Top of DATA TO EXAMINE
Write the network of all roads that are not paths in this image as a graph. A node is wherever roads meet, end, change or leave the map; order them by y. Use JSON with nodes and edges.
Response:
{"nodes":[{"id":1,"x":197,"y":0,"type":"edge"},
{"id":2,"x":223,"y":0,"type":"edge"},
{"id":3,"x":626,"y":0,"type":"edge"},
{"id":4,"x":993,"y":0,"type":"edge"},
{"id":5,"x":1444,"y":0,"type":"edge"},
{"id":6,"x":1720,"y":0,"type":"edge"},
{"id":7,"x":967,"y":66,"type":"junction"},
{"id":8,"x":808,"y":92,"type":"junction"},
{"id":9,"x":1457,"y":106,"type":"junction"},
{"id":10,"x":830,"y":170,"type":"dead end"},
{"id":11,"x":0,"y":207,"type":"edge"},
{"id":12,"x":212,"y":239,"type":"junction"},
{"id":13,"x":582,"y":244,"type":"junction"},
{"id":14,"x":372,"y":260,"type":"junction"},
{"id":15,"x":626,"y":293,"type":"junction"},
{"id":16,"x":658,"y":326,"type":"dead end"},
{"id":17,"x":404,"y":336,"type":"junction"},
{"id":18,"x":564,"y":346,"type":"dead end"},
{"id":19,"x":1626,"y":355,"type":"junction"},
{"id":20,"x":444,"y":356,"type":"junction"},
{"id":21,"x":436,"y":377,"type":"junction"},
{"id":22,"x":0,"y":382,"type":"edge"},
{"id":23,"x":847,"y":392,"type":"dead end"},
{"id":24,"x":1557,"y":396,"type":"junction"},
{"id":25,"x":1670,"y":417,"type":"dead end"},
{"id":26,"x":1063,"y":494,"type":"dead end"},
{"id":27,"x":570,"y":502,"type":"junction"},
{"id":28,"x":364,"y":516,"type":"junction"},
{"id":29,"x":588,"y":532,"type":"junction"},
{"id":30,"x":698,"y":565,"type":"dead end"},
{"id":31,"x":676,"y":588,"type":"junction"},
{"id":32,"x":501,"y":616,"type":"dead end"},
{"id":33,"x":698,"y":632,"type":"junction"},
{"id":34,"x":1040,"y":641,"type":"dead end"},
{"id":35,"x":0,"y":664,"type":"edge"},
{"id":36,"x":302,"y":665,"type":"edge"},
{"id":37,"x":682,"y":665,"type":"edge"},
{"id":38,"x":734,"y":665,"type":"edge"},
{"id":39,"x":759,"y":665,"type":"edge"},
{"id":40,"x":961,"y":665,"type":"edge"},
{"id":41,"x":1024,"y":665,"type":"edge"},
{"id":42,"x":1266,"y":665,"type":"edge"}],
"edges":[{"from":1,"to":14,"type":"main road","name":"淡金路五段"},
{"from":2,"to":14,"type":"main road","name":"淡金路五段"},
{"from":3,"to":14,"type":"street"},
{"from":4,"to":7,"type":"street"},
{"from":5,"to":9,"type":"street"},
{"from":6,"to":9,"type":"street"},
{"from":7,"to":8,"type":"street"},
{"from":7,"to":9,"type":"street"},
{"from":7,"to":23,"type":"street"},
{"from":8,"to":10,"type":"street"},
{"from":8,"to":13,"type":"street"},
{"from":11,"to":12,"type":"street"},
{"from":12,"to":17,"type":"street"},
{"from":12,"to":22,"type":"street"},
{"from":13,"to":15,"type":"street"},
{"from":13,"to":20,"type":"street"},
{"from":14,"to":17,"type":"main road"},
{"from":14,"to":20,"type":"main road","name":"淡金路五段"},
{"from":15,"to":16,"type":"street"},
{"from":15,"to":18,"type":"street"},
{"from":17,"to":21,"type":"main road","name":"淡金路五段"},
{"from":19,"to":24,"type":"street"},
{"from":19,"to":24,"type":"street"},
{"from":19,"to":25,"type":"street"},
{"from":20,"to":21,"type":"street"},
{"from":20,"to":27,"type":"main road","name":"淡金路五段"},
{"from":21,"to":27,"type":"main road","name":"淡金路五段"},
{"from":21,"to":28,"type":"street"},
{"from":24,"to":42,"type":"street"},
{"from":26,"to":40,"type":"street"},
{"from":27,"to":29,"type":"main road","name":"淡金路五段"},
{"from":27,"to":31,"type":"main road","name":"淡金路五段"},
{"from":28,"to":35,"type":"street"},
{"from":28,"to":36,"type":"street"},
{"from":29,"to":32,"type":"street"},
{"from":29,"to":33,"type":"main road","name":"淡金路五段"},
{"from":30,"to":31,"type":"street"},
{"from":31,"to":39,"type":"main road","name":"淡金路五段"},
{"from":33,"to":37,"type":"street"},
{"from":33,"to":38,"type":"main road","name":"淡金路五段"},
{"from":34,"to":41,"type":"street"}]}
Bottom of DATA TO EXAMINE
## ACTIVITY
Find the word "nodes" in the records, and report each line that has it.

## RESULT
Write the network of all roads that are not paths in this image as a graph. A node is wherever roads meet, end, change or leave the map; order them by y. Use JSON with nodes and edges.
{"nodes":[{"id":1,"x":197,"y":0,"type":"edge"},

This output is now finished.